Using the entries below, quote exactly the span of lines that begins with the line containing "Extract the road" and ends with the final line.

====================

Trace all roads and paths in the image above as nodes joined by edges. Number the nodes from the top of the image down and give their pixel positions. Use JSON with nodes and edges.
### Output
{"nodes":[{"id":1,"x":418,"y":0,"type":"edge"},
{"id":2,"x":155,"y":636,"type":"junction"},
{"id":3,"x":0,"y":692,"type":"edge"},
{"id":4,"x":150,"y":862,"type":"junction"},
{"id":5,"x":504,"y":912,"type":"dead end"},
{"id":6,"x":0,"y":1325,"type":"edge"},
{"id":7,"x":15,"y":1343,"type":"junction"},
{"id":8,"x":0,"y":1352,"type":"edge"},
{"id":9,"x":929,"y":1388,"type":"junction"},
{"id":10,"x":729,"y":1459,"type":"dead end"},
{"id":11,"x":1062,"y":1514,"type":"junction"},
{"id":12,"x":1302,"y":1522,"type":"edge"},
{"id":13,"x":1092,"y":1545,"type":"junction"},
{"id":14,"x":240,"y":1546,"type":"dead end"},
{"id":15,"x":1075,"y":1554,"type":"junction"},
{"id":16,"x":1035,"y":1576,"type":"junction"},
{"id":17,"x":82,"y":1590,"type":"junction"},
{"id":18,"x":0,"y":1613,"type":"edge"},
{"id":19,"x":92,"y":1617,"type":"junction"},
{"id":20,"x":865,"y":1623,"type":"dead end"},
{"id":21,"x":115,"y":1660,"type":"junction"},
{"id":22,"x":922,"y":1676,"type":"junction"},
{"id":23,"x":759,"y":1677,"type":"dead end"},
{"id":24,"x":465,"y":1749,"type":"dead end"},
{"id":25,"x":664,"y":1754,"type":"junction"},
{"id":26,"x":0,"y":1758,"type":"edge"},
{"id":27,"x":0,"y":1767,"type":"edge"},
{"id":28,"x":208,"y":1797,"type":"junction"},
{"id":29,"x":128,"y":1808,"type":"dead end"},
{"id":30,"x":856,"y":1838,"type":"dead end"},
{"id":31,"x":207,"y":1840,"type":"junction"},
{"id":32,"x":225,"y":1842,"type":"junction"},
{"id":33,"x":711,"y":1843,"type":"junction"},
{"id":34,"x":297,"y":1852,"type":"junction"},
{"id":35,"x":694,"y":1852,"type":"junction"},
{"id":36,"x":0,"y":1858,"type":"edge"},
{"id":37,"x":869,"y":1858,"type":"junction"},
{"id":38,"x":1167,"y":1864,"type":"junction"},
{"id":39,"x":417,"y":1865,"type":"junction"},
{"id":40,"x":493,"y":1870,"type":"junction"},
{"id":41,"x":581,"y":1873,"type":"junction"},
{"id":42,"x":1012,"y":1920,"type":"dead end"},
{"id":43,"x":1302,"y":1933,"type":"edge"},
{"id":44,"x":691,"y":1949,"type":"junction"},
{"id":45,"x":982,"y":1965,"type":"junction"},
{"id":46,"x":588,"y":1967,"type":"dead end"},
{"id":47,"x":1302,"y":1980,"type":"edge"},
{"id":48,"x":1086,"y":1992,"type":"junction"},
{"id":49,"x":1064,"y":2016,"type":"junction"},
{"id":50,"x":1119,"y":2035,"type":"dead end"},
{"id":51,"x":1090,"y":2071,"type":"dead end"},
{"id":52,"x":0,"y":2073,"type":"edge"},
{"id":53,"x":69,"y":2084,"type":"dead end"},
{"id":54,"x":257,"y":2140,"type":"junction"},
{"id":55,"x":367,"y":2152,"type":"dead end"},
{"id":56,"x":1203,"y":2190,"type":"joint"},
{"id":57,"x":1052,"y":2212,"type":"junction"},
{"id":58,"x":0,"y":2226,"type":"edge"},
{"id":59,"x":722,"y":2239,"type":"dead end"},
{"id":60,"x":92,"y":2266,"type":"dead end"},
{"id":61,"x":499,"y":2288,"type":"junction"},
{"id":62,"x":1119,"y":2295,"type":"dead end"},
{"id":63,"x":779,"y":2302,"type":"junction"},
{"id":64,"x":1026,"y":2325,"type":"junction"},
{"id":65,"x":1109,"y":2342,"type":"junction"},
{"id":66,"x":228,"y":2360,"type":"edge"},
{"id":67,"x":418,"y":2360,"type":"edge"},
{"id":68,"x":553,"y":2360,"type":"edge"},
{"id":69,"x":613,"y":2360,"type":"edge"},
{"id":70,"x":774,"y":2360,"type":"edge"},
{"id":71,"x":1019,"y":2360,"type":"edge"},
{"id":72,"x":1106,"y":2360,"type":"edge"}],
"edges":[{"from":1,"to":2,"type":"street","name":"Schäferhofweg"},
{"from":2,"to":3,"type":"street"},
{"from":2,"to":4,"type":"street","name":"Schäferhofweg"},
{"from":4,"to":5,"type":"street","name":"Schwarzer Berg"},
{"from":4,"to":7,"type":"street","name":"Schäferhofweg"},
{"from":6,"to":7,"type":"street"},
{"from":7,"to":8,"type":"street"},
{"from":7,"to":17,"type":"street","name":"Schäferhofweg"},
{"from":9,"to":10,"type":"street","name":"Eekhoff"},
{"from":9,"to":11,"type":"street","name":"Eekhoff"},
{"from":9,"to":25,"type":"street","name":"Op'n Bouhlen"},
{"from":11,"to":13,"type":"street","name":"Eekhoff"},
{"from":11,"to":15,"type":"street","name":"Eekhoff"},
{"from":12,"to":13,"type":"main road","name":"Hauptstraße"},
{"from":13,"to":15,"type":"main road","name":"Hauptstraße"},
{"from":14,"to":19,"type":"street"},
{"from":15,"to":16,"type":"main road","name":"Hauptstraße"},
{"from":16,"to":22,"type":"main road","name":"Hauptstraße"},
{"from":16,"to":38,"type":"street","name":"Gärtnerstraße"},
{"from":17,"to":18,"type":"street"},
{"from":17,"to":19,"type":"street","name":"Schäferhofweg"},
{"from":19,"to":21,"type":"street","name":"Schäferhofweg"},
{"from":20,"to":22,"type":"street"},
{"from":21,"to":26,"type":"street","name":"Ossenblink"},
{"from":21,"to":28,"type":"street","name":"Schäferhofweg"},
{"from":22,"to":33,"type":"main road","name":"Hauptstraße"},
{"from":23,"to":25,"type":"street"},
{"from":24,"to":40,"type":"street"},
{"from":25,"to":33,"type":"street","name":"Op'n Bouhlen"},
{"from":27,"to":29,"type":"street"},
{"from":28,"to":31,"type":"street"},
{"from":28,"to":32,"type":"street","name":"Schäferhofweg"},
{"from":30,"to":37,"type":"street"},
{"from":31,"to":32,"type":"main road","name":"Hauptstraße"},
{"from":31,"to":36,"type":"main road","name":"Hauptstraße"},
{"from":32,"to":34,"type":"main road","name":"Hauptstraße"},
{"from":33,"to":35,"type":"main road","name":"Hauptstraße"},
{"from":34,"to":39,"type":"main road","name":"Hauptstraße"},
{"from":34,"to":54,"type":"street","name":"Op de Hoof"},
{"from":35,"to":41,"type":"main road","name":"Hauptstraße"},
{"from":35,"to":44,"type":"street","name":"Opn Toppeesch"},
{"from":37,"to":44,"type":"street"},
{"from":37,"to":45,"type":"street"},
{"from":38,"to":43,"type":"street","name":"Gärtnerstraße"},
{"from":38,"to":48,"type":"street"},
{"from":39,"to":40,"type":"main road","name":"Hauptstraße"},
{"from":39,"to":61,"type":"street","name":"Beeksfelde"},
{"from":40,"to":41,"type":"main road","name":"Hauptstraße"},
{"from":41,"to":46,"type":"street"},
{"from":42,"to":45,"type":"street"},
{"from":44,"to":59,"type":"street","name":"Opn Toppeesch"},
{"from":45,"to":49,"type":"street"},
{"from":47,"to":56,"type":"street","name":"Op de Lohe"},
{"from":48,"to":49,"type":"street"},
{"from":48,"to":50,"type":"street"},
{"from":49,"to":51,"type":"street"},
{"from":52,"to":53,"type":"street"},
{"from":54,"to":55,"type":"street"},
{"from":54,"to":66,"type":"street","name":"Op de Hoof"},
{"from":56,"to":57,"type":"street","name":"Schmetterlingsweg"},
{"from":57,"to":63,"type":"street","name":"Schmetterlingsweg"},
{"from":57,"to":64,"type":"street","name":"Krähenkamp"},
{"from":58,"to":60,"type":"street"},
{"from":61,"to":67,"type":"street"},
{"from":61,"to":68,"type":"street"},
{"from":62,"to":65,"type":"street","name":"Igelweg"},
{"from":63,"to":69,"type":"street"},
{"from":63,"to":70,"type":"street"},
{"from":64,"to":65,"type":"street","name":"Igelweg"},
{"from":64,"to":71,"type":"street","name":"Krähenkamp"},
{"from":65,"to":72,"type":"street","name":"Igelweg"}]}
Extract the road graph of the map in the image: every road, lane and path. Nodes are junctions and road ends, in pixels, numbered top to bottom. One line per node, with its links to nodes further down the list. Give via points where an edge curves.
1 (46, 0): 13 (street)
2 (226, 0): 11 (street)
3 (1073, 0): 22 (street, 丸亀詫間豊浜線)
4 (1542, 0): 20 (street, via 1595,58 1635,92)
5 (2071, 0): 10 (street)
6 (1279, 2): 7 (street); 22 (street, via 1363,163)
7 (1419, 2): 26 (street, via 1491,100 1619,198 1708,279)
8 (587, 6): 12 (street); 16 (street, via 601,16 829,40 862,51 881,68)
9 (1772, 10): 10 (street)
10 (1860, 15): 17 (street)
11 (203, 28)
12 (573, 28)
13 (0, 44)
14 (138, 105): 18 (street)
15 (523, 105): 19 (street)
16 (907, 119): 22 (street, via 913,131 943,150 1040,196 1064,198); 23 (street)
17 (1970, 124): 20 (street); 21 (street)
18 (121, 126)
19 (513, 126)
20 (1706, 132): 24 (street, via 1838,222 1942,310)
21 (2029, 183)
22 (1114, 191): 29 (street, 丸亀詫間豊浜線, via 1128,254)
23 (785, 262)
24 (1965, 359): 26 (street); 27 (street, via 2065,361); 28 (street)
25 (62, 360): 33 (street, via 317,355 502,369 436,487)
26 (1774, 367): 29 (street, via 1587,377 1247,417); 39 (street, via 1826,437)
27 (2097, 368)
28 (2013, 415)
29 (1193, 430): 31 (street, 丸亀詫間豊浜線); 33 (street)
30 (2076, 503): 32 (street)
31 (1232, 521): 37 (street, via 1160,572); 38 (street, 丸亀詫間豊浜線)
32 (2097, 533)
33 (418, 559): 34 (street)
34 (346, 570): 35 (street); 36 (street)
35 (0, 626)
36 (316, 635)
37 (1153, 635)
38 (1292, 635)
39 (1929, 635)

====================

● **Task response**
Extract the road graph of the map in the image: every road, lane and path. Nodes are junctions and road ends, in pixels, numbered top to bottom. One line per node, with its links to nodes further down the list. Give via points where an edge curves.
1 (46, 0): 13 (street)
2 (226, 0): 11 (street)
3 (1073, 0): 22 (street, 丸亀詫間豊浜線)
4 (1542, 0): 20 (street, via 1595,58 1635,92)
5 (2071, 0): 10 (street)
6 (1279, 2): 7 (street); 22 (street, via 1363,163)
7 (1419, 2): 26 (street, via 1491,100 1619,198 1708,279)
8 (587, 6): 12 (street); 16 (street, via 601,16 829,40 862,51 881,68)
9 (1772, 10): 10 (street)
10 (1860, 15): 17 (street)
11 (203, 28)
12 (573, 28)
13 (0, 44)
14 (138, 105): 18 (street)
15 (523, 105): 19 (street)
16 (907, 119): 22 (street, via 913,131 943,150 1040,196 1064,198); 23 (street)
17 (1970, 124): 20 (street); 21 (street)
18 (121, 126)
19 (513, 126)
20 (1706, 132): 24 (street, via 1838,222 1942,310)
21 (2029, 183)
22 (1114, 191): 29 (street, 丸亀詫間豊浜線, via 1128,254)
23 (785, 262)
24 (1965, 359): 26 (street); 27 (street, via 2065,361); 28 (street)
25 (62, 360): 33 (street, via 317,355 502,369 436,487)
26 (1774, 367): 29 (street, via 1587,377 1247,417); 39 (street, via 1826,437)
27 (2097, 368)
28 (2013, 415)
29 (1193, 430): 31 (street, 丸亀詫間豊浜線); 33 (street)
30 (2076, 503): 32 (street)
31 (1232, 521): 37 (street, via 1160,572); 38 (street, 丸亀詫間豊浜線)
32 (2097, 533)
33 (418, 559): 34 (street)
34 (346, 570): 35 (street); 36 (street)
35 (0, 626)
36 (316, 635)
37 (1153, 635)
38 (1292, 635)
39 (1929, 635)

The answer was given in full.